--- Supplied information Enclosed Below ---

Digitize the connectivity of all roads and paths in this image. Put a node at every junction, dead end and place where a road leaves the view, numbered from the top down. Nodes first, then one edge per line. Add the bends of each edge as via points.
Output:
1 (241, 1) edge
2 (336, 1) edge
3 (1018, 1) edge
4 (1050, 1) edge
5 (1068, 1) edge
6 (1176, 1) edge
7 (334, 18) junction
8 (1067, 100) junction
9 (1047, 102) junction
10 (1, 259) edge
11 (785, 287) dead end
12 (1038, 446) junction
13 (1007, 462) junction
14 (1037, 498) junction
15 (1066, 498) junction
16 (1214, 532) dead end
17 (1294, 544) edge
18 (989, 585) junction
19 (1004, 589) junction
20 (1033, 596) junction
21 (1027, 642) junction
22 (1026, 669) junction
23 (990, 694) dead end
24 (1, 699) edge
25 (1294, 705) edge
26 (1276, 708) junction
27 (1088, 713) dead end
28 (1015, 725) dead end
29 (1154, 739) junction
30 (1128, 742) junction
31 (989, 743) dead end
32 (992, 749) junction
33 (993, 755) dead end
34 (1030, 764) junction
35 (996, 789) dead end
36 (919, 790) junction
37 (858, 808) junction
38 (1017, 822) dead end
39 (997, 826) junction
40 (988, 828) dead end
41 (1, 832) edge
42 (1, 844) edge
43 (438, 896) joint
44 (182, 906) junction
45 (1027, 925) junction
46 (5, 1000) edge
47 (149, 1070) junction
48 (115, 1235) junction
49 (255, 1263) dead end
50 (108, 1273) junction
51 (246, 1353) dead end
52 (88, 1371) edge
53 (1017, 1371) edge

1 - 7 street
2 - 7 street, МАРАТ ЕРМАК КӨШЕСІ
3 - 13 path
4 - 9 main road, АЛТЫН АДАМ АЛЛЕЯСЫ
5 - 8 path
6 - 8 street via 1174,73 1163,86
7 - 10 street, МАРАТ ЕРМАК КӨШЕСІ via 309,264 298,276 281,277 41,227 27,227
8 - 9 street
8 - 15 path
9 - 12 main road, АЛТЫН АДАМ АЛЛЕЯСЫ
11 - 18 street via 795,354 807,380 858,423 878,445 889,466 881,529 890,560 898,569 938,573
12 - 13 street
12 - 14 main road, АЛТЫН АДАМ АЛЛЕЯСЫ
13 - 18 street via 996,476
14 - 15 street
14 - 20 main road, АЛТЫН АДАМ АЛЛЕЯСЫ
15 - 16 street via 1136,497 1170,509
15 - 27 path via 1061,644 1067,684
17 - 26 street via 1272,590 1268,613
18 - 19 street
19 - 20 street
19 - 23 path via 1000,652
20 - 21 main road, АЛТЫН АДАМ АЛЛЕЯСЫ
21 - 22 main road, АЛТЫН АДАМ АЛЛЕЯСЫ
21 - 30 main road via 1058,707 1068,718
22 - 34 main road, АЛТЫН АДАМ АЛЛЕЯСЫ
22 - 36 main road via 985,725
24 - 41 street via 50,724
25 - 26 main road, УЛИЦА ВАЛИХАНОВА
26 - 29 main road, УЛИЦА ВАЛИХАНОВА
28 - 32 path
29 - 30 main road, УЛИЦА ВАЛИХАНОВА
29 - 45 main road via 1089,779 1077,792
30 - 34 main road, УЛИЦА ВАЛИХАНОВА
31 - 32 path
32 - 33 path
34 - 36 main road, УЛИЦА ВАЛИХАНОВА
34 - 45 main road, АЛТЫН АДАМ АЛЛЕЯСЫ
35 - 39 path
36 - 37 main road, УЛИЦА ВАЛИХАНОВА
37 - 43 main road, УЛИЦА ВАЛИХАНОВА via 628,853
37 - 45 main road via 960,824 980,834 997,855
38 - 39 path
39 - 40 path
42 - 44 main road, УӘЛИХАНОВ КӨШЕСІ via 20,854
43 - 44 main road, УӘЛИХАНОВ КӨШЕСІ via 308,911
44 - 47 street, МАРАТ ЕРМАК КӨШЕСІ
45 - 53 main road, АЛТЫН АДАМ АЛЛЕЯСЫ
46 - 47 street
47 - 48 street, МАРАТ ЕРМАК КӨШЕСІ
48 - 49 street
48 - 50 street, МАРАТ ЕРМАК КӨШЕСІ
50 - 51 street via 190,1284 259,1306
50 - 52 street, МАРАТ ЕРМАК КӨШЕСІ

--- End of Enclosed Supplied information ---

■ How to complete this task: For each line above that contains "КӨШЕСІ", make a copy.

■ Task output:
2 - 7 street, МАРАТ ЕРМАК КӨШЕСІ
7 - 10 street, МАРАТ ЕРМАК КӨШЕСІ via 309,264 298,276 281,277 41,227 27,227
42 - 44 main road, УӘЛИХАНОВ КӨШЕСІ via 20,854
43 - 44 main road, УӘЛИХАНОВ КӨШЕСІ via 308,911
44 - 47 street, МАРАТ ЕРМАК КӨШЕСІ
47 - 48 street, МАРАТ ЕРМАК КӨШЕСІ
48 - 50 street, МАРАТ ЕРМАК КӨШЕСІ
50 - 52 street, МАРАТ ЕРМАК КӨШЕСІ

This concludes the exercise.